THE PROBLEM
Word for word, reproduce all entries below, leaving every picture out.

SOURCE RECORDS section start

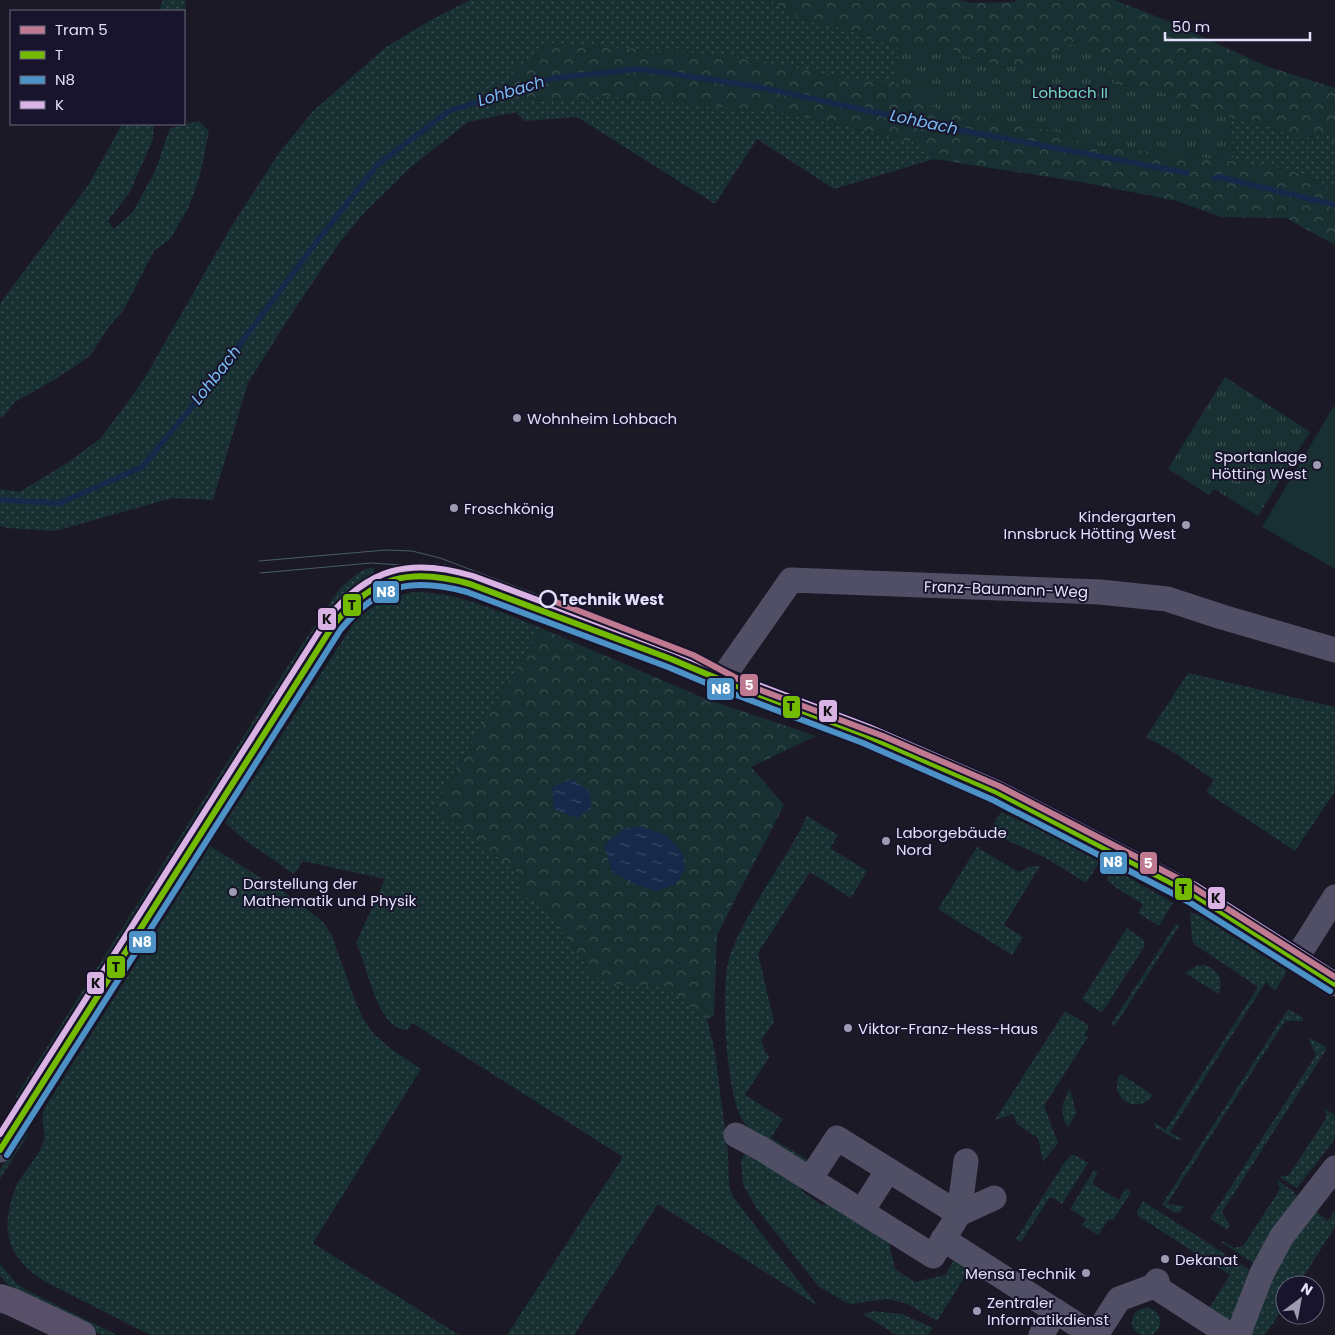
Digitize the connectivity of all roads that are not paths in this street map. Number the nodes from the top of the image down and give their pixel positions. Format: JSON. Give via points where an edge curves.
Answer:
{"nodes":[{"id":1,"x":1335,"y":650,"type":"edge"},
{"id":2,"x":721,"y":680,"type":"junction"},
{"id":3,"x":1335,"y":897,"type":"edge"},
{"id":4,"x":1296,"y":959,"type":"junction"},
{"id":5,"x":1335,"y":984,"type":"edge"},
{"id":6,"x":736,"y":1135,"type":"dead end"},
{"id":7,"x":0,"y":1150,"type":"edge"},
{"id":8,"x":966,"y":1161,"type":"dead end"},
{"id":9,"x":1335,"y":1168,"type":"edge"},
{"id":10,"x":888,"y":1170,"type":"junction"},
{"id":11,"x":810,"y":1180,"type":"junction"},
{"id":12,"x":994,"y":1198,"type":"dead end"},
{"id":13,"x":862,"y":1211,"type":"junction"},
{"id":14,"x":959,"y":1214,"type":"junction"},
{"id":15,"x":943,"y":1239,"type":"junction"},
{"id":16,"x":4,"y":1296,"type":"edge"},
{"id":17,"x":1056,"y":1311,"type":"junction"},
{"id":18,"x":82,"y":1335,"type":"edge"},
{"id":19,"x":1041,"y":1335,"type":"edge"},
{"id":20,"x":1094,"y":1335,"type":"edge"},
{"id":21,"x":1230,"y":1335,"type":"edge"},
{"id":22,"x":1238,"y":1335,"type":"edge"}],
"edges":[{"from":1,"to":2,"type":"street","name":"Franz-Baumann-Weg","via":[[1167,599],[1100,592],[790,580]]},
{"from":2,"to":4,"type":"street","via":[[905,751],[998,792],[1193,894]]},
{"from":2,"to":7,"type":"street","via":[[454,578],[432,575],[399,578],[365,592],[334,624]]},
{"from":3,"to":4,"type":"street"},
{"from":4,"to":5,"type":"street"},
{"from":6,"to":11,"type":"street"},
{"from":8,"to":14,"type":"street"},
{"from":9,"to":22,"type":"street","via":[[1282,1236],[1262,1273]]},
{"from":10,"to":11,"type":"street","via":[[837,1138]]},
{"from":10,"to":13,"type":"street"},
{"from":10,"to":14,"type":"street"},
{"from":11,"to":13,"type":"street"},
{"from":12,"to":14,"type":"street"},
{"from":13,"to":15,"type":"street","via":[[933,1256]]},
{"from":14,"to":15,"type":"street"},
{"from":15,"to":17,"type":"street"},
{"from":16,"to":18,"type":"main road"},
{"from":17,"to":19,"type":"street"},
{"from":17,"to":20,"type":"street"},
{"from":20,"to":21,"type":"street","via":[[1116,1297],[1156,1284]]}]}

SOURCE RECORDS section end

RESPONSE
Digitize the connectivity of all roads that are not paths in this street map. Number the nodes from the top of the image down and give their pixel positions. Format: JSON. Give via points where an edge curves.
Answer:
{"nodes":[{"id":1,"x":1335,"y":650,"type":"edge"},
{"id":2,"x":721,"y":680,"type":"junction"},
{"id":3,"x":1335,"y":897,"type":"edge"},
{"id":4,"x":1296,"y":959,"type":"junction"},
{"id":5,"x":1335,"y":984,"type":"edge"},
{"id":6,"x":736,"y":1135,"type":"dead end"},
{"id":7,"x":0,"y":1150,"type":"edge"},
{"id":8,"x":966,"y":1161,"type":"dead end"},
{"id":9,"x":1335,"y":1168,"type":"edge"},
{"id":10,"x":888,"y":1170,"type":"junction"},
{"id":11,"x":810,"y":1180,"type":"junction"},
{"id":12,"x":994,"y":1198,"type":"dead end"},
{"id":13,"x":862,"y":1211,"type":"junction"},
{"id":14,"x":959,"y":1214,"type":"junction"},
{"id":15,"x":943,"y":1239,"type":"junction"},
{"id":16,"x":4,"y":1296,"type":"edge"},
{"id":17,"x":1056,"y":1311,"type":"junction"},
{"id":18,"x":82,"y":1335,"type":"edge"},
{"id":19,"x":1041,"y":1335,"type":"edge"},
{"id":20,"x":1094,"y":1335,"type":"edge"},
{"id":21,"x":1230,"y":1335,"type":"edge"},
{"id":22,"x":1238,"y":1335,"type":"edge"}],
"edges":[{"from":1,"to":2,"type":"street","name":"Franz-Baumann-Weg","via":[[1167,599],[1100,592],[790,580]]},
{"from":2,"to":4,"type":"street","via":[[905,751],[998,792],[1193,894]]},
{"from":2,"to":7,"type":"street","via":[[454,578],[432,575],[399,578],[365,592],[334,624]]},
{"from":3,"to":4,"type":"street"},
{"from":4,"to":5,"type":"street"},
{"from":6,"to":11,"type":"street"},
{"from":8,"to":14,"type":"street"},
{"from":9,"to":22,"type":"street","via":[[1282,1236],[1262,1273]]},
{"from":10,"to":11,"type":"street","via":[[837,1138]]},
{"from":10,"to":13,"type":"street"},
{"from":10,"to":14,"type":"street"},
{"from":11,"to":13,"type":"street"},
{"from":12,"to":14,"type":"street"},
{"from":13,"to":15,"type":"street","via":[[933,1256]]},
{"from":14,"to":15,"type":"street"},
{"from":15,"to":17,"type":"street"},
{"from":16,"to":18,"type":"main road"},
{"from":17,"to":19,"type":"street"},
{"from":17,"to":20,"type":"street"},
{"from":20,"to":21,"type":"street","via":[[1116,1297],[1156,1284]]}]}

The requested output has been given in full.